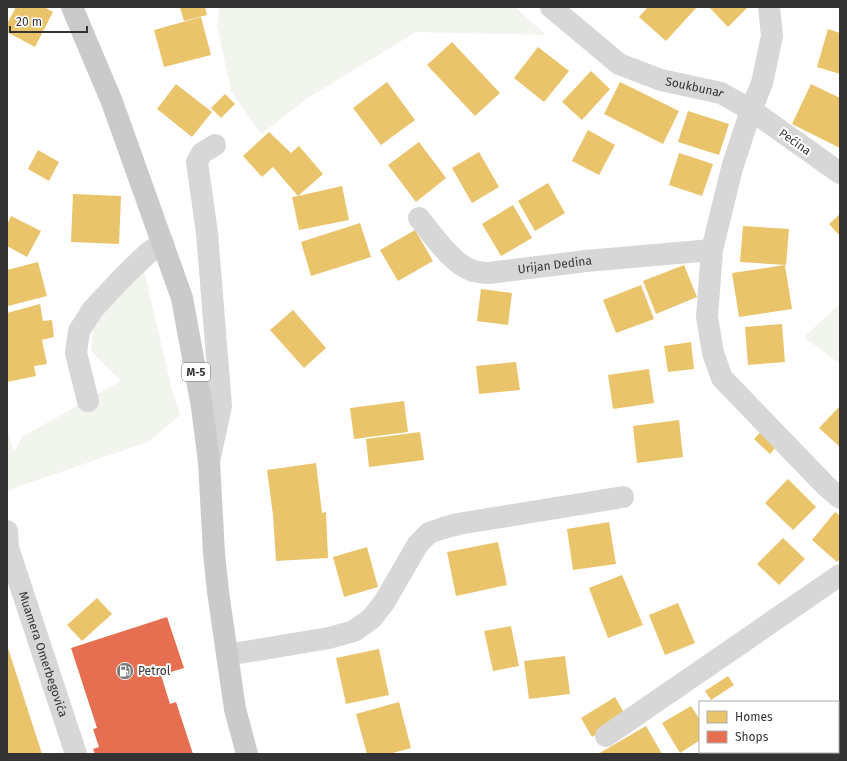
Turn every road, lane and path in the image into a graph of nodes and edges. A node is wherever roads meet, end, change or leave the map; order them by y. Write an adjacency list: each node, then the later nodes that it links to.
1 (72, 7): 8 (main road, M-5)
2 (551, 7): 4 (street, Soukbunar)
3 (769, 7): 4 (street)
4 (751, 110): 6 (street, Pećina); 9 (street)
5 (215, 145): 11 (street)
6 (840, 173)
7 (419, 218): 9 (street, Urijan Dedina)
8 (163, 243): 10 (street); 11 (main road, M-5)
9 (712, 250): 13 (street)
10 (88, 401)
11 (209, 462): 16 (main road, M-5)
12 (623, 497): 16 (street)
13 (840, 498)
14 (7, 531): 18 (street, Muamera Omerbegovića)
15 (840, 575): 17 (street)
16 (228, 655): 19 (main road, M-5)
17 (606, 736)
18 (76, 754)
19 (247, 754)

> [What you will do] Everything in the records above should be retyped exactly except the pictures.

> [Expected answer]
Turn every road, lane and path in the image into a graph of nodes and edges. A node is wherever roads meet, end, change or leave the map; order them by y. Write an adjacency list: each node, then the later nodes that it links to.
1 (72, 7): 8 (main road, M-5)
2 (551, 7): 4 (street, Soukbunar)
3 (769, 7): 4 (street)
4 (751, 110): 6 (street, Pećina); 9 (street)
5 (215, 145): 11 (street)
6 (840, 173)
7 (419, 218): 9 (street, Urijan Dedina)
8 (163, 243): 10 (street); 11 (main road, M-5)
9 (712, 250): 13 (street)
10 (88, 401)
11 (209, 462): 16 (main road, M-5)
12 (623, 497): 16 (street)
13 (840, 498)
14 (7, 531): 18 (street, Muamera Omerbegovića)
15 (840, 575): 17 (street)
16 (228, 655): 19 (main road, M-5)
17 (606, 736)
18 (76, 754)
19 (247, 754)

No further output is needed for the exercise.